Aim of the exercise |
Write out, character for character, the line containing "Road topology of" and all lines after it up to the end of the listing.

-------

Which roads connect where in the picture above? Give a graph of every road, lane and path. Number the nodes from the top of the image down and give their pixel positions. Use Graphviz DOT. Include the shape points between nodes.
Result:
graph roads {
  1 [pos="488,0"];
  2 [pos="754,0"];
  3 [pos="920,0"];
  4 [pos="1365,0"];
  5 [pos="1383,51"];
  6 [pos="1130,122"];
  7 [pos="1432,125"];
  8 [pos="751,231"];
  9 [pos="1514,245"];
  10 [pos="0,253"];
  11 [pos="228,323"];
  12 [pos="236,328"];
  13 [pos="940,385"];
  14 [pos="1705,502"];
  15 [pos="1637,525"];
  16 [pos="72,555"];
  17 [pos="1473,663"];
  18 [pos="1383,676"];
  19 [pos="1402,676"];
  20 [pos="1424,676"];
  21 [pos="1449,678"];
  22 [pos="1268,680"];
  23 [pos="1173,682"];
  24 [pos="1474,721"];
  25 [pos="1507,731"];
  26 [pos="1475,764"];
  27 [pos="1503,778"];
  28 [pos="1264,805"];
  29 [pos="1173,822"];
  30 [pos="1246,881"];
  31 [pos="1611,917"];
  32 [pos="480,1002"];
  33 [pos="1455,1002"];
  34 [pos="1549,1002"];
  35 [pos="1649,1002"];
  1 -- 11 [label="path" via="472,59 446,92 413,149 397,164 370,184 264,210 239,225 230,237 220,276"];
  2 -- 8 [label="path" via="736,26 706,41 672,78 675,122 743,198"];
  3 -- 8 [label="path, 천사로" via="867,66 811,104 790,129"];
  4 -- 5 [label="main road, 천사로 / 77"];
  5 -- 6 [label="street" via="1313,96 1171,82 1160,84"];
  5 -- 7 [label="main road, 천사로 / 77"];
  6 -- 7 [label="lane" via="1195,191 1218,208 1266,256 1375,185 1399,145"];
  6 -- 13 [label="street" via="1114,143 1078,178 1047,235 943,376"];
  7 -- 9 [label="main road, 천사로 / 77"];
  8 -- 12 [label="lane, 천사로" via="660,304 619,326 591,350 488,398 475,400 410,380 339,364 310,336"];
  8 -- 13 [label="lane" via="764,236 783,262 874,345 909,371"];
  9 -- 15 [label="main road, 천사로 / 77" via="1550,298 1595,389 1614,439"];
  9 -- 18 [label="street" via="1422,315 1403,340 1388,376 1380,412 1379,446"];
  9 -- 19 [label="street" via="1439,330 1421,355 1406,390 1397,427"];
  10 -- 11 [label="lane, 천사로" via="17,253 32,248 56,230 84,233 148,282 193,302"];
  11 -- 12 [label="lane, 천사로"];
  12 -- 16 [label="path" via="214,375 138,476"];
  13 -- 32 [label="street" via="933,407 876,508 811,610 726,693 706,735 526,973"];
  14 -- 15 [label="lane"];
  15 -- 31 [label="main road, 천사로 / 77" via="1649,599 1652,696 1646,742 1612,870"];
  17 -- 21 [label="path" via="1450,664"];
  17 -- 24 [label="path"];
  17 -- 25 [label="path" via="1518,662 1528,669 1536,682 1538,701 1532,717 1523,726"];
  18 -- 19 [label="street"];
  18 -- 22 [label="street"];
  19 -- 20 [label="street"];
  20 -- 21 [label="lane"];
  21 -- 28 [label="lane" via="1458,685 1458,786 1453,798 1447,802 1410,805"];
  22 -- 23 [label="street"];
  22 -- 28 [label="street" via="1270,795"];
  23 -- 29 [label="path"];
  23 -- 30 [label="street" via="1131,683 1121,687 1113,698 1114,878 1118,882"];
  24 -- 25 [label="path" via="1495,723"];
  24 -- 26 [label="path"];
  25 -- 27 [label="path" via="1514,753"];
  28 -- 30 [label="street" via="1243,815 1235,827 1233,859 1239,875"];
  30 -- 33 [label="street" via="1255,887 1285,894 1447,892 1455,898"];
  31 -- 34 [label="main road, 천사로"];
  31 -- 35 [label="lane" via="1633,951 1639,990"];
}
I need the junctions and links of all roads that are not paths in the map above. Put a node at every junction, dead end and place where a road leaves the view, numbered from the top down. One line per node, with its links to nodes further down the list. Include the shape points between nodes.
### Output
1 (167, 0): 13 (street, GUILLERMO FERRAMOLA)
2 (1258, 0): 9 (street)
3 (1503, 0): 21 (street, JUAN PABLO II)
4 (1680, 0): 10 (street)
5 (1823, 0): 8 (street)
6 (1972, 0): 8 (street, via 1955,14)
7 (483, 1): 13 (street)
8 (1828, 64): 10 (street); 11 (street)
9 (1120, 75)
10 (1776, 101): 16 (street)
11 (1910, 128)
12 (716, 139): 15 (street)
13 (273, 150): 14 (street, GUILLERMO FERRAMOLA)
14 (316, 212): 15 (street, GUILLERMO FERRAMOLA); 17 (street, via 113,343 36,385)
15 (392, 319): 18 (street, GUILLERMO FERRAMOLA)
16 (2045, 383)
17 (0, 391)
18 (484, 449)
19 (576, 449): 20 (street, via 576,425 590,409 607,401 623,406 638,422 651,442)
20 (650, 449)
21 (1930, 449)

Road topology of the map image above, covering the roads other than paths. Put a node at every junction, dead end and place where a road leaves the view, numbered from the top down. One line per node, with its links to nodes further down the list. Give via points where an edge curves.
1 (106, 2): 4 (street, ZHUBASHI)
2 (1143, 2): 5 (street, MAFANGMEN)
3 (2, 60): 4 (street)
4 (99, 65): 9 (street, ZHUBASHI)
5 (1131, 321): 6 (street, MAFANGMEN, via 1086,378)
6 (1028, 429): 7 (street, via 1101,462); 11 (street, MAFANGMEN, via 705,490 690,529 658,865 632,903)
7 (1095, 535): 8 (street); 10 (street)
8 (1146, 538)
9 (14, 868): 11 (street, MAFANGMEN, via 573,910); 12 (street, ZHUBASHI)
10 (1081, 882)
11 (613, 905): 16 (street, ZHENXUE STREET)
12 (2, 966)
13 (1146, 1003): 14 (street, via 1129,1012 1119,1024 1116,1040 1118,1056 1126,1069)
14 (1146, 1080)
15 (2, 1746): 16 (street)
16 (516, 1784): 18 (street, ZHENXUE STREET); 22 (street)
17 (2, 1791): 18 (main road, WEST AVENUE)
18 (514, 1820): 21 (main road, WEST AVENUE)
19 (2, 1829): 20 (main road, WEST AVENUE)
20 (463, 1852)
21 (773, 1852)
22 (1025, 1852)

-------

Solved exercise |
Road topology of the map image above, covering the roads other than paths. Put a node at every junction, dead end and place where a road leaves the view, numbered from the top down. One line per node, with its links to nodes further down the list. Give via points where an edge curves.
1 (106, 2): 4 (street, ZHUBASHI)
2 (1143, 2): 5 (street, MAFANGMEN)
3 (2, 60): 4 (street)
4 (99, 65): 9 (street, ZHUBASHI)
5 (1131, 321): 6 (street, MAFANGMEN, via 1086,378)
6 (1028, 429): 7 (street, via 1101,462); 11 (street, MAFANGMEN, via 705,490 690,529 658,865 632,903)
7 (1095, 535): 8 (street); 10 (street)
8 (1146, 538)
9 (14, 868): 11 (street, MAFANGMEN, via 573,910); 12 (street, ZHUBASHI)
10 (1081, 882)
11 (613, 905): 16 (street, ZHENXUE STREET)
12 (2, 966)
13 (1146, 1003): 14 (street, via 1129,1012 1119,1024 1116,1040 1118,1056 1126,1069)
14 (1146, 1080)
15 (2, 1746): 16 (street)
16 (516, 1784): 18 (street, ZHENXUE STREET); 22 (street)
17 (2, 1791): 18 (main road, WEST AVENUE)
18 (514, 1820): 21 (main road, WEST AVENUE)
19 (2, 1829): 20 (main road, WEST AVENUE)
20 (463, 1852)
21 (773, 1852)
22 (1025, 1852)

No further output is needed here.